Your goal: Look for the word "pinky" in the data below, and copy every line that holds it.

Dataset items:
☆ ☆ ☆ ☆ ☆ ☆ ☆

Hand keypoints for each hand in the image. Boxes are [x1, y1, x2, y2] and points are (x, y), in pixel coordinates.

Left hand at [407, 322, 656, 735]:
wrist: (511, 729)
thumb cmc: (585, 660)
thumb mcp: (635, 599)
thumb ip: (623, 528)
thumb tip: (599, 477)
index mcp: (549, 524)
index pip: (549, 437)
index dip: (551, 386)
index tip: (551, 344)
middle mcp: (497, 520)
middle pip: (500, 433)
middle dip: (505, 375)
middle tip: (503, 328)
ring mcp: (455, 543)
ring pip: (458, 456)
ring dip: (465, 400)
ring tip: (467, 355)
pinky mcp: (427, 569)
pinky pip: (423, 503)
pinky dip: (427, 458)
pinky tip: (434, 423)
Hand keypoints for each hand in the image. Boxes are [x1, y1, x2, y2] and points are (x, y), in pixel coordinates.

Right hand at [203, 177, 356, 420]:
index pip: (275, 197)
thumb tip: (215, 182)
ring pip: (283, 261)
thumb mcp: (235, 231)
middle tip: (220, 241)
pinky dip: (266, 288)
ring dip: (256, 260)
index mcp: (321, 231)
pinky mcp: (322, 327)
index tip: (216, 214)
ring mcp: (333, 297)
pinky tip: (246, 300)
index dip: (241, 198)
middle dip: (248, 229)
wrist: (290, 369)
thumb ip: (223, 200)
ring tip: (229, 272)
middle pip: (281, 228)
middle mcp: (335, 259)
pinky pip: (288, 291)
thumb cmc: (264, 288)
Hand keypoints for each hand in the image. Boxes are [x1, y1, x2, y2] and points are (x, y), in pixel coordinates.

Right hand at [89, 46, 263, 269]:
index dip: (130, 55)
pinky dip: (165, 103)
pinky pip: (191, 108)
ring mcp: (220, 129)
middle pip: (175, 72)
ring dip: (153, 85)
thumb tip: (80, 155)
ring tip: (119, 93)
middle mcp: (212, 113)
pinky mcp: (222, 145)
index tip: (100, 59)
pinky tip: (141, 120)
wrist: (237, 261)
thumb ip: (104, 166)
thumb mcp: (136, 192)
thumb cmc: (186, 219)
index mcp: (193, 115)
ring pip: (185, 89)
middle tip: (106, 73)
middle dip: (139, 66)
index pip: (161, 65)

☆ ☆ ☆ ☆ ☆ ☆ ☆

Final answer:
pinky mcp: (427, 569)
pinky pip: (423, 503)
pinky dip: (427, 458)
pinky tip: (434, 423)
pinky dip: (266, 288)
pinky mcp: (322, 327)
pinky tip: (246, 300)
pinky pip: (288, 291)
pinky dip: (165, 103)
pinky pip: (191, 108)
pinky mcp: (222, 145)
pinky tip: (141, 120)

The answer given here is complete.